Il romanzo comincia in piscina, con un costume da bagno preso a noleggio e il fastidioso sospetto che non sia mai stato
lavato, con un bambino che sguazza nella vasca lavapiedi convinto che sia una piscinetta e un padre convinto che sia il
Gange. In Serge,genitori e figli non la pensano mai alla stessa maniera. E i loro rapporti sono spesso controversi: abbiamo
padri dispensatori seriali di sberle o puntualmente delusi dai figli (non abbastanza brillanti o non abbastanza belli), madri
iperprotettive che effondono lozioni antizanzare, figli che crescono con la sensazione di essere di intralcio, non si sa bene a
cosa.
La storia è quella dei Popper, famiglia sgangherata retta dalla madre, malata terminale con un debole per
Putin. La sua famiglia d’origine è stata sterminata ad Auschwitz, ma lei sembra essersi sgravata da quell’eredità. O almeno
fa finta di essersene liberata. Ha sostituito il pranzo del sabato con quello della domenica, ha rispolverato un po’ le tradizioni,
conservando solo quello che serve (di Israele, invece, non c’è bisogno, così dice). La domenica si procura il pollo migliore e lo
offre con le verdure surgelate: quanto basta per tenere insieme i suoi tre figli e i loro stralci di famiglia. Il maggiore dà il titolo
al romanzo: Serge, il re delle attività nebulose. È goffo ma si vanta di essere un donnaiolo ed è un genio nello
spaparanzarsi. Poi c’è Jean, il fratello di mezzo, ovvero il tipo del costume a noleggio. Avrebbe voluto una famiglia perfetta
ma non ci è riuscito. E infine, Nana, la figlia minore, la cocca di mamma, una femmina di classe secondo il padre. Ha sposato
Ramos Ocha, un iberico venuto da chissà dove assieme al quale si sente «fieramente pezzente» (il padre non ha retto il colpo
ed è morto un anno dopo il loro matrimonio).

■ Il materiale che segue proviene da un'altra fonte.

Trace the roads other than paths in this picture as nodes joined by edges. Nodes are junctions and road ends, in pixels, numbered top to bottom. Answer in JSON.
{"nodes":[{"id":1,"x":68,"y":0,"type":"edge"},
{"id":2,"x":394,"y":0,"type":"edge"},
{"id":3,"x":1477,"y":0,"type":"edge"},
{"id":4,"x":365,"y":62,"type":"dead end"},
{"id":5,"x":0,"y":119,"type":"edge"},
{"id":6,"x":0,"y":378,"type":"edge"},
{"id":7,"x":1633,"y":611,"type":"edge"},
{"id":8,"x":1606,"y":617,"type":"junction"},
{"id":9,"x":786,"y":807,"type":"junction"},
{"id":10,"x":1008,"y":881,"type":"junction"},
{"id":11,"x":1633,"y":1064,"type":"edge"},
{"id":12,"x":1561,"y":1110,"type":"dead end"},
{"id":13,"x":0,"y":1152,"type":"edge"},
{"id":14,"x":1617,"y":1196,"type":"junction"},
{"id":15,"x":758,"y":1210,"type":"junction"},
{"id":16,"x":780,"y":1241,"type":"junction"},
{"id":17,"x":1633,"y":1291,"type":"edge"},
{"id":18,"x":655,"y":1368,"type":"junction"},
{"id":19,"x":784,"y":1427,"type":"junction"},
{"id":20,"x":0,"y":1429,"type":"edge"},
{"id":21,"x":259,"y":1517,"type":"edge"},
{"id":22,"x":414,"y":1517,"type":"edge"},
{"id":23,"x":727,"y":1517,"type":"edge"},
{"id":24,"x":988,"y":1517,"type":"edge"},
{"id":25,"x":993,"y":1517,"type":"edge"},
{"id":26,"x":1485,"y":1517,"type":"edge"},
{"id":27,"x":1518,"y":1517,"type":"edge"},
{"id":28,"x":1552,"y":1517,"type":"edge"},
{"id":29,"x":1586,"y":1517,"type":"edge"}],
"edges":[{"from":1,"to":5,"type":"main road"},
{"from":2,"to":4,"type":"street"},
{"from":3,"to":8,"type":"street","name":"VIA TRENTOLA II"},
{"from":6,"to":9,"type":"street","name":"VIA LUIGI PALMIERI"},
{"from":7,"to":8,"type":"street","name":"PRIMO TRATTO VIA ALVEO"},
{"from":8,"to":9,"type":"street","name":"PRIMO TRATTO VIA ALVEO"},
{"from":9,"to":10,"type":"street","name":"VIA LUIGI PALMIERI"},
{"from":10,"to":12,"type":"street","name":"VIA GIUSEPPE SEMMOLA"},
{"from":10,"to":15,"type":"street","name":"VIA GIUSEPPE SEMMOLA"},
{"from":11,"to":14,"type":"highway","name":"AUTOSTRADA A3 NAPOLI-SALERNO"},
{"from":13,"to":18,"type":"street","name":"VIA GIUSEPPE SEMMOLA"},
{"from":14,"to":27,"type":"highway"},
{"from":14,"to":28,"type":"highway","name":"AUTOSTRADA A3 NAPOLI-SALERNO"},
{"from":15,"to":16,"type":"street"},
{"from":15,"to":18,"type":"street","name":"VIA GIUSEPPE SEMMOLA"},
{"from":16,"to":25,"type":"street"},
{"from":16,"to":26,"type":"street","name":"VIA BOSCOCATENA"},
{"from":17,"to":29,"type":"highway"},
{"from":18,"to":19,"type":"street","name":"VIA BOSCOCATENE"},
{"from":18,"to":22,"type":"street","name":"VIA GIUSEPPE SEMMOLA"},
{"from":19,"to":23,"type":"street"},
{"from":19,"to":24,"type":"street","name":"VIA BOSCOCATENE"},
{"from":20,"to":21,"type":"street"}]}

Alla morte della madre il matriarcato crolla. I fratelli non sono in grado di continuare a tenere in piedi la baracca e
scoprono il paradosso della famiglia: quella «connivenza primigenia» che i familiari conservano sebbene non siano né così
simili né uniti (che poi è lo stesso paradosso su cui in Arte si regge l’amicizia). Le relazioni familiari sono cariche di
conflitti, dissapori, risentimenti, malintesi, cattiverie persino, eppure quando compare una «macchia» al fegato o
ai polmoni, ci si predispone improvvisamente a una tregua.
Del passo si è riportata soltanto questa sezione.